• [Instructions to follow]: Report every line in the listing that contains the string "Fragueiro".
━━━ Dataset entries
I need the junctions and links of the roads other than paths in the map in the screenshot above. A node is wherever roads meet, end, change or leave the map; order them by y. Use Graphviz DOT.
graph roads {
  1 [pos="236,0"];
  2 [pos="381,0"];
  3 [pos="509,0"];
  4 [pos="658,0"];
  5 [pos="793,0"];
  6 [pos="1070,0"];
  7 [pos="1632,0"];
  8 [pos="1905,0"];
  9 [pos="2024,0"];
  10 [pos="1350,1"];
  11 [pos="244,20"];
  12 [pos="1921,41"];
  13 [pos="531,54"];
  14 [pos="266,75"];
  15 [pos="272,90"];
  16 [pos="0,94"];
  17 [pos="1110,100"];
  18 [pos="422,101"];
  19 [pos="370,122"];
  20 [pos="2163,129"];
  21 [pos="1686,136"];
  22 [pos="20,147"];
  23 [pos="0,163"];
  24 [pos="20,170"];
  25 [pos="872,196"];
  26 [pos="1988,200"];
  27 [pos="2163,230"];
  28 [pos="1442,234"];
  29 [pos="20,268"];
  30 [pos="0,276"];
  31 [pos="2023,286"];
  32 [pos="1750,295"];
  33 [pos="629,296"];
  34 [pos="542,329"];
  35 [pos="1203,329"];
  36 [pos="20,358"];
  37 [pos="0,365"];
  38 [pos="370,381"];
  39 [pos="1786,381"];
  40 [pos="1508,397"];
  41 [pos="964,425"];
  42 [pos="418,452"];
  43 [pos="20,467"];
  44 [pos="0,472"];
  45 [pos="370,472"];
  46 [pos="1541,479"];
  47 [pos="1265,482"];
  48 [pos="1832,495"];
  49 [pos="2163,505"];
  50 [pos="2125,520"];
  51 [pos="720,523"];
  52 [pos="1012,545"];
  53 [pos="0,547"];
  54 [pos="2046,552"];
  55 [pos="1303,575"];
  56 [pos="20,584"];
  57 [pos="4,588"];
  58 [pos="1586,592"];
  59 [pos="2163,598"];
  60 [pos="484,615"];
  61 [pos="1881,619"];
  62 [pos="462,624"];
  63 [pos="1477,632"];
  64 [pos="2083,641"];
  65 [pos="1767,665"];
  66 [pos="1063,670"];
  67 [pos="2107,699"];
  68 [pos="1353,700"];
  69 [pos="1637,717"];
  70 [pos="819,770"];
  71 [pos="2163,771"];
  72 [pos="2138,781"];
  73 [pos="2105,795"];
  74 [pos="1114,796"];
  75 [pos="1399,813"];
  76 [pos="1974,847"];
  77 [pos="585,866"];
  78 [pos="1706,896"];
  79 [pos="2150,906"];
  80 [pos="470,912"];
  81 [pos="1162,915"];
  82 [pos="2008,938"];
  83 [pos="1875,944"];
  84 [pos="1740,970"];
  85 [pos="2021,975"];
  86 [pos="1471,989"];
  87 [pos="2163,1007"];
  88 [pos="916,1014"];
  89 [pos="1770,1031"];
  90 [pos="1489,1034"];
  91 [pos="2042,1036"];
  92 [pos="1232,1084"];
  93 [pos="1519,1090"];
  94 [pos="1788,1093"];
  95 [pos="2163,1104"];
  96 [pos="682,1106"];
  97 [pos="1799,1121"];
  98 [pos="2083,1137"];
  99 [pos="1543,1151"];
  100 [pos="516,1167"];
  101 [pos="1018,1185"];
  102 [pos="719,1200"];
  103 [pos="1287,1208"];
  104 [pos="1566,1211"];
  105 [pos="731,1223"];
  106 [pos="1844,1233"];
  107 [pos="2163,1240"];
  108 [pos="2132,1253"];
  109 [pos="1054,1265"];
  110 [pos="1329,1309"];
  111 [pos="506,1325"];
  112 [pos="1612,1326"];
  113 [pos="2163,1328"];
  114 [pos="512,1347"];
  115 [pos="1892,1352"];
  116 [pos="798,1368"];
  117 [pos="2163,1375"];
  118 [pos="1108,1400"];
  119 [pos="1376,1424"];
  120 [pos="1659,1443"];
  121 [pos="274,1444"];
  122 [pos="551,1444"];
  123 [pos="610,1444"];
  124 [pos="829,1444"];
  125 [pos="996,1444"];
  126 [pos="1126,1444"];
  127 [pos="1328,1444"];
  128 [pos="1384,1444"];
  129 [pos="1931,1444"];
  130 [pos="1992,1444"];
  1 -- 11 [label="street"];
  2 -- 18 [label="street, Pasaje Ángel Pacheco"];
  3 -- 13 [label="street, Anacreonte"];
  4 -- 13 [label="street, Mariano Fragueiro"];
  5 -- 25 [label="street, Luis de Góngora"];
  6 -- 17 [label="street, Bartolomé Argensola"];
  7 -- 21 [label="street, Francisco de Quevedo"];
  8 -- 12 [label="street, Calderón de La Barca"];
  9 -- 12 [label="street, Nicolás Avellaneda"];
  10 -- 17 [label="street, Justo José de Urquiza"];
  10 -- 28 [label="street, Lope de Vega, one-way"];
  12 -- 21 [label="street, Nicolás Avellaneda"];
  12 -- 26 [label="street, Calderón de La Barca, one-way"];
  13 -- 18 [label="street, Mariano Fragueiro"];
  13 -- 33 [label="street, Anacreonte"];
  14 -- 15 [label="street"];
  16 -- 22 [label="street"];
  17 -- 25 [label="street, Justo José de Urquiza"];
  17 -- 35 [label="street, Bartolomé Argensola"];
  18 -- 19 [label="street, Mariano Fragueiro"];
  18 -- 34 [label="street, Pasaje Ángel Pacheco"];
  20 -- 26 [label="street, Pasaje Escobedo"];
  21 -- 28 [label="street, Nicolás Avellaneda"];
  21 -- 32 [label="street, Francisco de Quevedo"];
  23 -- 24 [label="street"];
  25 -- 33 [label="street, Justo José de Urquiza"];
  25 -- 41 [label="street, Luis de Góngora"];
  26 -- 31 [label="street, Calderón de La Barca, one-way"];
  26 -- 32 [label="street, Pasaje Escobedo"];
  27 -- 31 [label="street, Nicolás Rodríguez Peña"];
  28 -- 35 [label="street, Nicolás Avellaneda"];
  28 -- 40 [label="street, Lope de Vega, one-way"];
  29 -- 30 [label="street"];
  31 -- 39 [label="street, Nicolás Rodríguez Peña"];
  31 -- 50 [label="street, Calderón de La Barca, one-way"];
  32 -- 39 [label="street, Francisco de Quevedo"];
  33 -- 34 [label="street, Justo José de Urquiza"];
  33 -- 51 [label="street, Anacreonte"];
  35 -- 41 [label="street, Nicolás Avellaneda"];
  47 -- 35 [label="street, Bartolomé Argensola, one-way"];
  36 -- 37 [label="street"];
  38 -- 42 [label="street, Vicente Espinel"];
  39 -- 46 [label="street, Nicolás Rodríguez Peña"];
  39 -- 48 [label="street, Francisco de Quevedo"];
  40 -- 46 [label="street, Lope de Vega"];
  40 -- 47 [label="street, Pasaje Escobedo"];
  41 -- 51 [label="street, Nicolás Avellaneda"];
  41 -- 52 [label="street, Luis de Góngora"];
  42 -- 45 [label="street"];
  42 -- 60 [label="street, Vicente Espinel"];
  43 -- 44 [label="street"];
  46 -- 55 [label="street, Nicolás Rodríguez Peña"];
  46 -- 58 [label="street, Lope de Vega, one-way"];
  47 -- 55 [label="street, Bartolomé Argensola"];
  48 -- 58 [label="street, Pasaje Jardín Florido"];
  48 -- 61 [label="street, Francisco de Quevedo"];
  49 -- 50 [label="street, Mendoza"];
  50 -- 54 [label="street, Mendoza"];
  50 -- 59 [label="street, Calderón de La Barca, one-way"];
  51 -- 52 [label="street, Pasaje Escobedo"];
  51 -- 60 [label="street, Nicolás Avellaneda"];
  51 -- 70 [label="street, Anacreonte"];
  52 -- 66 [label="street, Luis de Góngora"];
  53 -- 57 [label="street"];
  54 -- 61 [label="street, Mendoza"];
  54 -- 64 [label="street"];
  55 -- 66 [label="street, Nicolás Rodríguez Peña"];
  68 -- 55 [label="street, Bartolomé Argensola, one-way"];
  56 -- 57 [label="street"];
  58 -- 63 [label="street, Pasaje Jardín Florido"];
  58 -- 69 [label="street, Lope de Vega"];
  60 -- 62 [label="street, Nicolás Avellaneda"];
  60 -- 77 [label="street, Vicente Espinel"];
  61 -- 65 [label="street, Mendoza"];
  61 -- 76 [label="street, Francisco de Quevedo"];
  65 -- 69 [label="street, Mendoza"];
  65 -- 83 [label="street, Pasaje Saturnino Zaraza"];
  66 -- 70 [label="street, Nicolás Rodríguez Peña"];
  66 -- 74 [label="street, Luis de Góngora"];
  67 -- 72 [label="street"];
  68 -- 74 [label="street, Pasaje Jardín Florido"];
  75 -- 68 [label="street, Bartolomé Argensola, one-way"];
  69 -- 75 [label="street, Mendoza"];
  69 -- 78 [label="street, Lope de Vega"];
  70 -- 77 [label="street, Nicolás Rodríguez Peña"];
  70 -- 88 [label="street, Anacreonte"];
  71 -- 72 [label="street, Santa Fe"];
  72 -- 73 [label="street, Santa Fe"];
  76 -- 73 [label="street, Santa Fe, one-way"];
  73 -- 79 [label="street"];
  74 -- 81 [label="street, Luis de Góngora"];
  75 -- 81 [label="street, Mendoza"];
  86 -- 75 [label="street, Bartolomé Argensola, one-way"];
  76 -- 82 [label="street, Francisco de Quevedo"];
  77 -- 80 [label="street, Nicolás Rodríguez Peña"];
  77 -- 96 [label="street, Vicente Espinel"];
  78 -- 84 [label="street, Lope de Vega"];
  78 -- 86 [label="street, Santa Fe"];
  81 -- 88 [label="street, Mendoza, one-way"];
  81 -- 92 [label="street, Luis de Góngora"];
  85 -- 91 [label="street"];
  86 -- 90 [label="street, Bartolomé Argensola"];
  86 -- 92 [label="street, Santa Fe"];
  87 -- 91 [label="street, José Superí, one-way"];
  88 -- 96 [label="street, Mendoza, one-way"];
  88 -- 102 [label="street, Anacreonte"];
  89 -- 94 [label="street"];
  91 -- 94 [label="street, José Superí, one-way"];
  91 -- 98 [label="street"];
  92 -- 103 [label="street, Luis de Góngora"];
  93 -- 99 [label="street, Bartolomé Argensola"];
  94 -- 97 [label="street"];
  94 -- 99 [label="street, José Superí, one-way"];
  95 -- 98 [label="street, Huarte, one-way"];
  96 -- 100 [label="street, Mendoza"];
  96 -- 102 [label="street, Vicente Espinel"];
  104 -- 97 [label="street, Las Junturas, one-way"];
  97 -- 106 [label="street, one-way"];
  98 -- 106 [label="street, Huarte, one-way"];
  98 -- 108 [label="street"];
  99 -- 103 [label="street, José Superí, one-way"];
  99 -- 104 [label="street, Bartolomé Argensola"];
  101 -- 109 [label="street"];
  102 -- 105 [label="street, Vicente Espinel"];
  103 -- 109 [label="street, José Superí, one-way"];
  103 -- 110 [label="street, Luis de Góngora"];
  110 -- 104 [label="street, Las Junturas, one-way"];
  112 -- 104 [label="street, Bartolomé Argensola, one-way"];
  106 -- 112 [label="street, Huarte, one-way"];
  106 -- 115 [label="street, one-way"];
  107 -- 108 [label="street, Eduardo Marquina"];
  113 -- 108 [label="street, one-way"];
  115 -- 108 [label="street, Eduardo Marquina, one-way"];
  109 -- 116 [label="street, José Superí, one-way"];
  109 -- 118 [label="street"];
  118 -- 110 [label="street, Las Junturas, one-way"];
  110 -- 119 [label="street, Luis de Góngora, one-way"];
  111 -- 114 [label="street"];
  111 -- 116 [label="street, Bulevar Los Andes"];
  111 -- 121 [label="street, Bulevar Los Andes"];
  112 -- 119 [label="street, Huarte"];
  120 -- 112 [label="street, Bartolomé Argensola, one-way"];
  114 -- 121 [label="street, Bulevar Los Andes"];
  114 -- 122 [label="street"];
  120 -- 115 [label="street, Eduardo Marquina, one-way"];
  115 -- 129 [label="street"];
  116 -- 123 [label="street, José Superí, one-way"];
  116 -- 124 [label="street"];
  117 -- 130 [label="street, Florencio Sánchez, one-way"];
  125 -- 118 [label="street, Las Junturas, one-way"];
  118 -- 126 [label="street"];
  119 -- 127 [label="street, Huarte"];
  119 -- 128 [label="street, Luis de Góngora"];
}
━━━━━━
━━━ Dataset entries
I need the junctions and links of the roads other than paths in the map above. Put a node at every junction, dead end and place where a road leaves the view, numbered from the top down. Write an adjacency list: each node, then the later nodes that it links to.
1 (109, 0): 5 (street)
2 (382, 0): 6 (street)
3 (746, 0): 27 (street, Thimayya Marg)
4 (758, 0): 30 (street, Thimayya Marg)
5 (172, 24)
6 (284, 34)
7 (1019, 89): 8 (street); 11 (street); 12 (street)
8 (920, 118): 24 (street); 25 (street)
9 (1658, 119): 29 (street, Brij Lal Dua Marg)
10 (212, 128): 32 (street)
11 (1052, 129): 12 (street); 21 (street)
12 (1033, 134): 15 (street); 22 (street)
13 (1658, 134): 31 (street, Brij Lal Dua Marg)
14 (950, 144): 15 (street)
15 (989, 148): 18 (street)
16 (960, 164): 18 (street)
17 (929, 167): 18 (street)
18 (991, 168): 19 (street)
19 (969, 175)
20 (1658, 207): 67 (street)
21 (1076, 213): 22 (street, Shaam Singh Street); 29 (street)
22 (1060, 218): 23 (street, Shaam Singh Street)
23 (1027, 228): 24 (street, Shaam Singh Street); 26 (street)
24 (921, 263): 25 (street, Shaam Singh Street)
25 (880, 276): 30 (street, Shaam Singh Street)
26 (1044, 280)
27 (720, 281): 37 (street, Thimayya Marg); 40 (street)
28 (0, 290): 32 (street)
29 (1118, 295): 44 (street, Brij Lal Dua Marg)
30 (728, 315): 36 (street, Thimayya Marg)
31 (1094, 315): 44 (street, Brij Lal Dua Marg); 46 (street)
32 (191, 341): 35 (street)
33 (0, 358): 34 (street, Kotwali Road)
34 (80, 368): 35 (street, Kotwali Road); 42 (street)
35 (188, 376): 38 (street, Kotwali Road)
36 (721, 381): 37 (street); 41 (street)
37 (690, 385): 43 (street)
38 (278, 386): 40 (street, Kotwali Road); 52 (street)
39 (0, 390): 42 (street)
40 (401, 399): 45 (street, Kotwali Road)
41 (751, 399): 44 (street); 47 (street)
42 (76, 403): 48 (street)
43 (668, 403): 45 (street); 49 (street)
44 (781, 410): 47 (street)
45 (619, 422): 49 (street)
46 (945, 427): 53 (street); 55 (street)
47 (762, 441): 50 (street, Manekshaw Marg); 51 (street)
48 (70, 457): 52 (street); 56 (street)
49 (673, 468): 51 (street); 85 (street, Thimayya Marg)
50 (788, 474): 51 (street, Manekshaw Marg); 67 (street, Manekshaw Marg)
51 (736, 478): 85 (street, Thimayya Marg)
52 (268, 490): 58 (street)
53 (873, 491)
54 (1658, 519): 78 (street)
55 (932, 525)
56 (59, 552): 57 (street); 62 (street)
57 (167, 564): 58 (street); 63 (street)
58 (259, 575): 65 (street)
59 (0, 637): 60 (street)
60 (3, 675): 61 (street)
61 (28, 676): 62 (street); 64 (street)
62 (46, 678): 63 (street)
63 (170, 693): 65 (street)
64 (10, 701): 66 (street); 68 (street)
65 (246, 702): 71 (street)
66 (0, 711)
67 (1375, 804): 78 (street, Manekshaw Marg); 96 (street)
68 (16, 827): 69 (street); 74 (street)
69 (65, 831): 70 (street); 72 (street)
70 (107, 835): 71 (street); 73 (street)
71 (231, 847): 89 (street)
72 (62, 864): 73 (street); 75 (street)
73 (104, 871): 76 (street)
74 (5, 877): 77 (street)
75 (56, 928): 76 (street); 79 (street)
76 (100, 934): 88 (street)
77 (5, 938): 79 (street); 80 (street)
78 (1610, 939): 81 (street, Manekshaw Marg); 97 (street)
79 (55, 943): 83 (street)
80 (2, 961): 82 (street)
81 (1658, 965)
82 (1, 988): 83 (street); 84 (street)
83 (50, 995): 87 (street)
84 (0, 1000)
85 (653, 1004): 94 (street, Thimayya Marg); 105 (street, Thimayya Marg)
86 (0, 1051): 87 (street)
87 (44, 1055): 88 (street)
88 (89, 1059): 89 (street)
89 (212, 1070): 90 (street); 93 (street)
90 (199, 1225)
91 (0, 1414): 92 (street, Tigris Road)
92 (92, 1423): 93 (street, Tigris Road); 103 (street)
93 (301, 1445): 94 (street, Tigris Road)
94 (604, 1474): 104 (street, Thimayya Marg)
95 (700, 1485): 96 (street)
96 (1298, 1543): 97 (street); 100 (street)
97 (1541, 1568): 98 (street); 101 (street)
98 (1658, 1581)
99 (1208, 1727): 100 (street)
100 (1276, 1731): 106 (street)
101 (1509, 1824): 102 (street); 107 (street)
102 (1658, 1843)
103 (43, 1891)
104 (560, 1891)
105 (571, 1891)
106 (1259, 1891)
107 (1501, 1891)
━━━━━━
• [Answer section]:
  4 -- 13 [label="street, Mariano Fragueiro"];
  13 -- 18 [label="street, Mariano Fragueiro"];
  18 -- 19 [label="street, Mariano Fragueiro"];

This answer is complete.